··· Data for processing ···
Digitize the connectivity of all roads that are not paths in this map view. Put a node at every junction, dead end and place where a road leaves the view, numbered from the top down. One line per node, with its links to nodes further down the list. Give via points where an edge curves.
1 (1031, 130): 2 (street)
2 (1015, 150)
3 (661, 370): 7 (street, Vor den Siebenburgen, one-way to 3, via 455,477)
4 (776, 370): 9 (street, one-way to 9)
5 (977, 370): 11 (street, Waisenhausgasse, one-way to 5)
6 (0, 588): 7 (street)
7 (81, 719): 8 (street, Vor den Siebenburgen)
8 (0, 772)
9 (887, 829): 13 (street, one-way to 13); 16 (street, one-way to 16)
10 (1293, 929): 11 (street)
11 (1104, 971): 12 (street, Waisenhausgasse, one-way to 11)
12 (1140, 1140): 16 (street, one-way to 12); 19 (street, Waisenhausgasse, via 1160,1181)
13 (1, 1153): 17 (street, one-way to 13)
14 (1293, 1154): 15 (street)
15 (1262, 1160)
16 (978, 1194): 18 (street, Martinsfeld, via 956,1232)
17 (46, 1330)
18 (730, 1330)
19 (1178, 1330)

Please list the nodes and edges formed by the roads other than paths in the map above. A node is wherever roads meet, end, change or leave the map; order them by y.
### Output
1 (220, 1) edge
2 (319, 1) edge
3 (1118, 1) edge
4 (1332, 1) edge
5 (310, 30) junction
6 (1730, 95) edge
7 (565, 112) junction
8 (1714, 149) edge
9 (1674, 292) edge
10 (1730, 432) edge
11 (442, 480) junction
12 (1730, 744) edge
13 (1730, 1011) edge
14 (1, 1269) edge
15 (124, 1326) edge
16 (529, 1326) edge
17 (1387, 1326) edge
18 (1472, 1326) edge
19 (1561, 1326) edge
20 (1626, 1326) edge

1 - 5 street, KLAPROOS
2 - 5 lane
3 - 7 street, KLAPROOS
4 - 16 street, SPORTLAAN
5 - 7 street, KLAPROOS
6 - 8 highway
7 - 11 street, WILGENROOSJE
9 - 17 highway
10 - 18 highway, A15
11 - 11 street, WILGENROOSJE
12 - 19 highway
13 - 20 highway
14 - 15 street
···
**Exercise aim:**
A full, exact copy of the entries is required. Return it.

**Exercise solution:**
Digitize the connectivity of all roads that are not paths in this map view. Put a node at every junction, dead end and place where a road leaves the view, numbered from the top down. One line per node, with its links to nodes further down the list. Give via points where an edge curves.
1 (1031, 130): 2 (street)
2 (1015, 150)
3 (661, 370): 7 (street, Vor den Siebenburgen, one-way to 3, via 455,477)
4 (776, 370): 9 (street, one-way to 9)
5 (977, 370): 11 (street, Waisenhausgasse, one-way to 5)
6 (0, 588): 7 (street)
7 (81, 719): 8 (street, Vor den Siebenburgen)
8 (0, 772)
9 (887, 829): 13 (street, one-way to 13); 16 (street, one-way to 16)
10 (1293, 929): 11 (street)
11 (1104, 971): 12 (street, Waisenhausgasse, one-way to 11)
12 (1140, 1140): 16 (street, one-way to 12); 19 (street, Waisenhausgasse, via 1160,1181)
13 (1, 1153): 17 (street, one-way to 13)
14 (1293, 1154): 15 (street)
15 (1262, 1160)
16 (978, 1194): 18 (street, Martinsfeld, via 956,1232)
17 (46, 1330)
18 (730, 1330)
19 (1178, 1330)

Please list the nodes and edges formed by the roads other than paths in the map above. A node is wherever roads meet, end, change or leave the map; order them by y.
### Output
1 (220, 1) edge
2 (319, 1) edge
3 (1118, 1) edge
4 (1332, 1) edge
5 (310, 30) junction
6 (1730, 95) edge
7 (565, 112) junction
8 (1714, 149) edge
9 (1674, 292) edge
10 (1730, 432) edge
11 (442, 480) junction
12 (1730, 744) edge
13 (1730, 1011) edge
14 (1, 1269) edge
15 (124, 1326) edge
16 (529, 1326) edge
17 (1387, 1326) edge
18 (1472, 1326) edge
19 (1561, 1326) edge
20 (1626, 1326) edge

1 - 5 street, KLAPROOS
2 - 5 lane
3 - 7 street, KLAPROOS
4 - 16 street, SPORTLAAN
5 - 7 street, KLAPROOS
6 - 8 highway
7 - 11 street, WILGENROOSJE
9 - 17 highway
10 - 18 highway, A15
11 - 11 street, WILGENROOSJE
12 - 19 highway
13 - 20 highway
14 - 15 street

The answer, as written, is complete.